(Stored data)
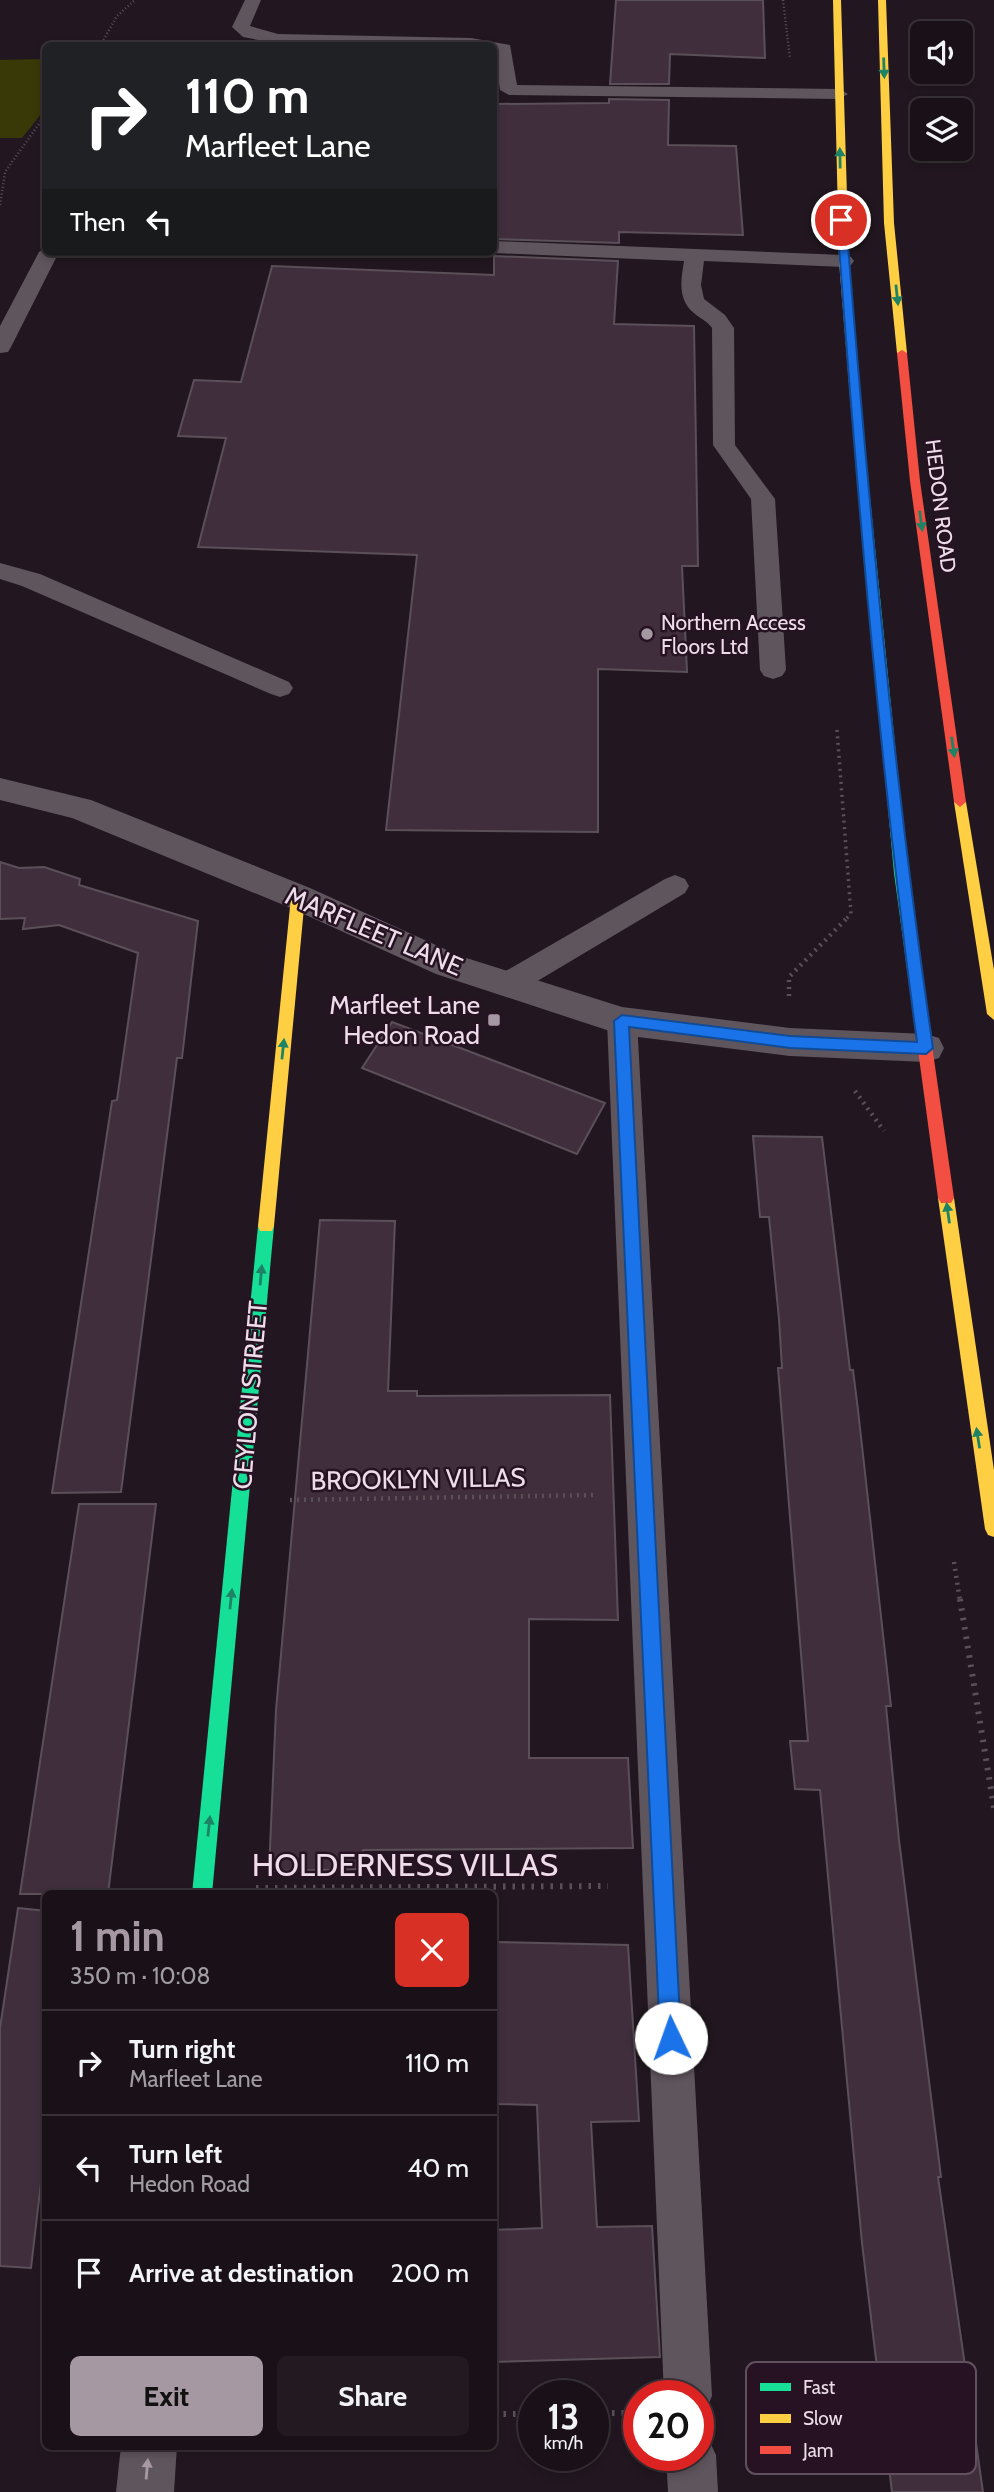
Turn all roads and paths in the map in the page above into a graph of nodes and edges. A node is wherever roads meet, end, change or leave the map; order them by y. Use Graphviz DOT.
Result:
graph roads {
  1 [pos="135,0"];
  2 [pos="253,0"];
  3 [pos="783,0"];
  4 [pos="837,0"];
  5 [pos="882,0"];
  6 [pos="102,42"];
  7 [pos="423,42"];
  8 [pos="497,47"];
  9 [pos="792,91"];
  10 [pos="839,94"];
  11 [pos="42,120"];
  12 [pos="0,205"];
  13 [pos="497,247"];
  14 [pos="695,254"];
  15 [pos="47,256"];
  16 [pos="844,261"];
  17 [pos="0,346"];
  18 [pos="0,571"];
  19 [pos="773,670"];
  20 [pos="280,688"];
  21 [pos="836,722"];
  22 [pos="0,789"];
  23 [pos="675,886"];
  24 [pos="298,897"];
  25 [pos="508,984"];
  26 [pos="994,1014"];
  27 [pos="622,1021"];
  28 [pos="790,1042"];
  29 [pos="926,1048"];
  30 [pos="596,1495"];
  31 [pos="240,1501"];
  32 [pos="994,1530"];
  33 [pos="608,1886"];
  34 [pos="203,1890"];
  35 [pos="284,1890"];
  36 [pos="687,2380"];
  37 [pos="497,2414"];
  38 [pos="518,2414"];
  39 [pos="149,2450"];
  40 [pos="691,2471"];
  41 [pos="145,2492"];
  42 [pos="692,2492"];
  1 -- 6 [label="path"];
  2 -- 7 [label="lane"];
  3 -- 9 [label="path"];
  4 -- 10 [label="main road"];
  5 -- 26 [label="main road, HEDON ROAD, one-way"];
  8 -- 9 [label="lane"];
  9 -- 10 [label="lane"];
  16 -- 10 [label="main road, one-way"];
  11 -- 12 [label="path"];
  13 -- 14 [label="lane"];
  14 -- 16 [label="lane"];
  14 -- 19 [label="lane"];
  15 -- 17 [label="lane"];
  16 -- 29 [label="main road"];
  18 -- 20 [label="lane"];
  21 -- 28 [label="path"];
  22 -- 24 [label="street, MARFLEET LANE"];
  23 -- 25 [label="lane"];
  24 -- 25 [label="street, MARFLEET LANE"];
  31 -- 24 [label="main road, CEYLON STREET, one-way"];
  25 -- 27 [label="street, MARFLEET LANE"];
  27 -- 28 [label="street, MARFLEET LANE"];
  27 -- 36 [label="lane"];
  28 -- 29 [label="street, MARFLEET LANE"];
  32 -- 29 [label="main road, one-way"];
  30 -- 31 [label="path, BROOKLYN VILLAS"];
  34 -- 31 [label="main road, CEYLON STREET, one-way"];
  33 -- 35 [label="path, HOLDERNESS VILLAS"];
  37 -- 38 [label="path"];
  41 -- 39 [label="street, one-way"];
  40 -- 42 [label="lane"];
}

■ **Task statement**
Using the records above, report each line with the string "graph".

■ **Response box**
Turn all roads and paths in the map in the page above into a graph of nodes and edges. A node is wherever roads meet, end, change or leave the map; order them by y. Use Graphviz DOT.
graph roads {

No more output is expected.